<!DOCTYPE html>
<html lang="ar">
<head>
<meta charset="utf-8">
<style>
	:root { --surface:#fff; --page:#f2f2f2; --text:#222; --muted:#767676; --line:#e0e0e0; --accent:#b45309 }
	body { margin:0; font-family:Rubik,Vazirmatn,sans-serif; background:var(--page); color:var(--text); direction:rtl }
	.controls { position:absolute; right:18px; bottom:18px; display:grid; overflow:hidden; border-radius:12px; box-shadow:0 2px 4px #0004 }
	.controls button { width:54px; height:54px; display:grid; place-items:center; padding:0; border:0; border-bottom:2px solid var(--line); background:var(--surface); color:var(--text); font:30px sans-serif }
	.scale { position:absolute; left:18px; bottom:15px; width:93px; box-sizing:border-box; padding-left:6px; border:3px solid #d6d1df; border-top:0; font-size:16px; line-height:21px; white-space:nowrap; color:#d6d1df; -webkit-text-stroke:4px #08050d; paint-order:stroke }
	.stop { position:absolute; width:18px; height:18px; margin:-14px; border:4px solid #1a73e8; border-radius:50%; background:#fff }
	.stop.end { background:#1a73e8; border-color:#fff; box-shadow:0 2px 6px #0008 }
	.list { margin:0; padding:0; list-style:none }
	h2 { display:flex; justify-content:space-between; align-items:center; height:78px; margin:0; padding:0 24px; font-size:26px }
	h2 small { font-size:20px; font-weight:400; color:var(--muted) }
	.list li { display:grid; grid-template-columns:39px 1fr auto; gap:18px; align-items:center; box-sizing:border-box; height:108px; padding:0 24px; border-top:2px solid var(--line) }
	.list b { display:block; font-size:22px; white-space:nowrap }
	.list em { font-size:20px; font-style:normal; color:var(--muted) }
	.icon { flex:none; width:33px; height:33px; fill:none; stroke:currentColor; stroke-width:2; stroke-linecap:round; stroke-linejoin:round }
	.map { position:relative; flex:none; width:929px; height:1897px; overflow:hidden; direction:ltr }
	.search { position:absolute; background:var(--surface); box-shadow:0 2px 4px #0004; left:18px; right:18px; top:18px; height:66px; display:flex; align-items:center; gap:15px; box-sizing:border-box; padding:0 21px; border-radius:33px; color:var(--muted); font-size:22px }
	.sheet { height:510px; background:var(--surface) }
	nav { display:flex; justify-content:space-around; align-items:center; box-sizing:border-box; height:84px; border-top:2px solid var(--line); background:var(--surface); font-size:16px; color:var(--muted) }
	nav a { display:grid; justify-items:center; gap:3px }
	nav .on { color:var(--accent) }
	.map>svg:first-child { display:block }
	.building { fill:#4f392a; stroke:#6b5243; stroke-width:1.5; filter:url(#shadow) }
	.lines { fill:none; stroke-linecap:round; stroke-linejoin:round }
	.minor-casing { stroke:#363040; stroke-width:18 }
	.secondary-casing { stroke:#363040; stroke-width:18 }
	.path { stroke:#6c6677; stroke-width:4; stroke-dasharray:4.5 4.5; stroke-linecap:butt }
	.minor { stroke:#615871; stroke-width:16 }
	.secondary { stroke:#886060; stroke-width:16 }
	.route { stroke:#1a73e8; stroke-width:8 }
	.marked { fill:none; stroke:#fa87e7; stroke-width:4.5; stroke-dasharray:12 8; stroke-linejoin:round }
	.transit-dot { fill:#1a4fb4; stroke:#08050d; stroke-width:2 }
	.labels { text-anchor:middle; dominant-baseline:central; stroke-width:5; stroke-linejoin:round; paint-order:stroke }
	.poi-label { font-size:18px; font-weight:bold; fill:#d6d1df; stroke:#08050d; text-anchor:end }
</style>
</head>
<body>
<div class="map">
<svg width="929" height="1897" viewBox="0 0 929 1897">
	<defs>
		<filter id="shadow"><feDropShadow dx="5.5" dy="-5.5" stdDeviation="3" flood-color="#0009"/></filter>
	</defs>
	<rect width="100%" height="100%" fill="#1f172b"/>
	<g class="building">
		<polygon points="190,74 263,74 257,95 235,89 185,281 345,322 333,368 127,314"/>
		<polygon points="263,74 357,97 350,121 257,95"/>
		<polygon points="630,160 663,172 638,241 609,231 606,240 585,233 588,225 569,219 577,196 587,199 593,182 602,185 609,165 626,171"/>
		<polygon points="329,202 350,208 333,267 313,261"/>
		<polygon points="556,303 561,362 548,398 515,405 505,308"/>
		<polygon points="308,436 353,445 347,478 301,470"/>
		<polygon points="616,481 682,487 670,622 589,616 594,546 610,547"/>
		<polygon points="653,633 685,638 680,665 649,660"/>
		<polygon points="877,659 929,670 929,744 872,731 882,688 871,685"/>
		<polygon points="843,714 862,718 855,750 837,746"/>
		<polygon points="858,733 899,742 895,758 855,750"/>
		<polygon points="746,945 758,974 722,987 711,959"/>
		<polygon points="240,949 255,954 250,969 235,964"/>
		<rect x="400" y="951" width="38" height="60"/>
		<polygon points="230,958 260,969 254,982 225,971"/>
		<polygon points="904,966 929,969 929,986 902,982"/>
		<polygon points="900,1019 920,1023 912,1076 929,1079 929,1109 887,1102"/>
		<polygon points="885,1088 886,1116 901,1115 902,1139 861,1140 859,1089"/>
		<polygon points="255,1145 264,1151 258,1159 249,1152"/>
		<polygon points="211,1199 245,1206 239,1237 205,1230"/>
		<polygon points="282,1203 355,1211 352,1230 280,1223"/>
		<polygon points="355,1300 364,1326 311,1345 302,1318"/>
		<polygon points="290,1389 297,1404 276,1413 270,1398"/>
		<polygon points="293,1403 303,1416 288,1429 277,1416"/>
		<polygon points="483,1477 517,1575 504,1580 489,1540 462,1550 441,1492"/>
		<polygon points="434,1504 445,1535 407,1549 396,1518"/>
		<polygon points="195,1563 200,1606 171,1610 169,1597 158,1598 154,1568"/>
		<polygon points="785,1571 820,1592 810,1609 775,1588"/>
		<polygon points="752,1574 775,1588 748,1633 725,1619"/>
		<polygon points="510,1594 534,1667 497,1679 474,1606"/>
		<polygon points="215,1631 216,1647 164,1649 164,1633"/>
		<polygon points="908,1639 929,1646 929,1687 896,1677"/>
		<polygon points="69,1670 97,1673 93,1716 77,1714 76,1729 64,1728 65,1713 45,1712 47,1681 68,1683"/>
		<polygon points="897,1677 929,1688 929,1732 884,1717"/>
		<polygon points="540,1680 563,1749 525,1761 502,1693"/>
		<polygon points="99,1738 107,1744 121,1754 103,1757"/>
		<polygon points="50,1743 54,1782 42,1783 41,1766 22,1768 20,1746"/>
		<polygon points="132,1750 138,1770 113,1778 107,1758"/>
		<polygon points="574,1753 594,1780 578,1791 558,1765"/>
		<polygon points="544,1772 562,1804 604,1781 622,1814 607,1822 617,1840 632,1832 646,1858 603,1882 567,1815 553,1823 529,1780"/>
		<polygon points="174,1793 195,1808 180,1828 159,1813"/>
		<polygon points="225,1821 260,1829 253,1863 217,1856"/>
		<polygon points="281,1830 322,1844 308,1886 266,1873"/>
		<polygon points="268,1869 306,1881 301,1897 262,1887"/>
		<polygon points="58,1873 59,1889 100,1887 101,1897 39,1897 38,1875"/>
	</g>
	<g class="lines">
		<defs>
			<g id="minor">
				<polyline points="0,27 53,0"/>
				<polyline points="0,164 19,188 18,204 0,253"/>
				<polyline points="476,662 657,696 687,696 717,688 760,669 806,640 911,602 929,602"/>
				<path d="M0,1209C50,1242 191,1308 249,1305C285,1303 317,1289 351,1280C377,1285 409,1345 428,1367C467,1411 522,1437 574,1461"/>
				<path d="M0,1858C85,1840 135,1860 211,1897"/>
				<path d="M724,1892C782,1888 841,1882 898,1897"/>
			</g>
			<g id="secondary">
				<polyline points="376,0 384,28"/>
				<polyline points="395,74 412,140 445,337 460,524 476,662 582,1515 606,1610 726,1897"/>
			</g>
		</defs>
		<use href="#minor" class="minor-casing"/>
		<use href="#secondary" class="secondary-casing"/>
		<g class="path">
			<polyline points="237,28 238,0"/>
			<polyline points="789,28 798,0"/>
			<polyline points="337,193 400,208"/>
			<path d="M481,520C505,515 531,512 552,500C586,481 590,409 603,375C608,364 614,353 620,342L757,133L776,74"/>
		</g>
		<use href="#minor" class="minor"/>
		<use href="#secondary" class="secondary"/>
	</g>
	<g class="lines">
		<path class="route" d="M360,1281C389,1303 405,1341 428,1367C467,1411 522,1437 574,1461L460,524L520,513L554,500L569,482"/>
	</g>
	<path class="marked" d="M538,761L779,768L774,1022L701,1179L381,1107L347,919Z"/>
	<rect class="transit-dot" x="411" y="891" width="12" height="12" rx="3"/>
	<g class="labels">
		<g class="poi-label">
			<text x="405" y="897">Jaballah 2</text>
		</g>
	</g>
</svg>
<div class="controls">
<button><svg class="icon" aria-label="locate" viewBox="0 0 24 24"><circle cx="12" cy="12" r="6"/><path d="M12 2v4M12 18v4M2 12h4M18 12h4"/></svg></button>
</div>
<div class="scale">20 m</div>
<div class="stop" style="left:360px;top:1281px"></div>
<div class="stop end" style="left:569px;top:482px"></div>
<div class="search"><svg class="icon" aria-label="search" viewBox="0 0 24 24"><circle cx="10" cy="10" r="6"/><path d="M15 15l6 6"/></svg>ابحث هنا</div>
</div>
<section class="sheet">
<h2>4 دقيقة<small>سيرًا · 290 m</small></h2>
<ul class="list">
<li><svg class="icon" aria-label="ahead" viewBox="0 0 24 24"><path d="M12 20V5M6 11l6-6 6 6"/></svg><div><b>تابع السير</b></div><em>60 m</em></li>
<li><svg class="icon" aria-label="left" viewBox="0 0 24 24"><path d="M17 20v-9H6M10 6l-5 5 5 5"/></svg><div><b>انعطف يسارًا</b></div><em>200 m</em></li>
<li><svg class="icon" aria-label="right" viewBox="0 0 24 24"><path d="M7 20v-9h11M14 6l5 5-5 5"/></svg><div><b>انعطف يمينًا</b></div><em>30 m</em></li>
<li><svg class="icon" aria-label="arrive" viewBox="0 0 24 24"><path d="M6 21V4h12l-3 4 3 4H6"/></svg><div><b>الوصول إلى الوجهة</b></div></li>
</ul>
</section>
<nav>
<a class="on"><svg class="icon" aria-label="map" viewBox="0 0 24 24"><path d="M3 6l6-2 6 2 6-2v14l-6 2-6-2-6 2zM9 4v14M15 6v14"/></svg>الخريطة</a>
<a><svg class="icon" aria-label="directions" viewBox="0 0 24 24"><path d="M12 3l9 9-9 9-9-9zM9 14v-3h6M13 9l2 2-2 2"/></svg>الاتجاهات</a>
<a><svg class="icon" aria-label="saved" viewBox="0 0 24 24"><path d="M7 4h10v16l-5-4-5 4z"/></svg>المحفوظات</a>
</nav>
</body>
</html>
━━━━━━━━━━━━━━━━━━━━━━━━━━━━━━
Lines containing the string "linecap" above: how many are there? Answer with the number only.

3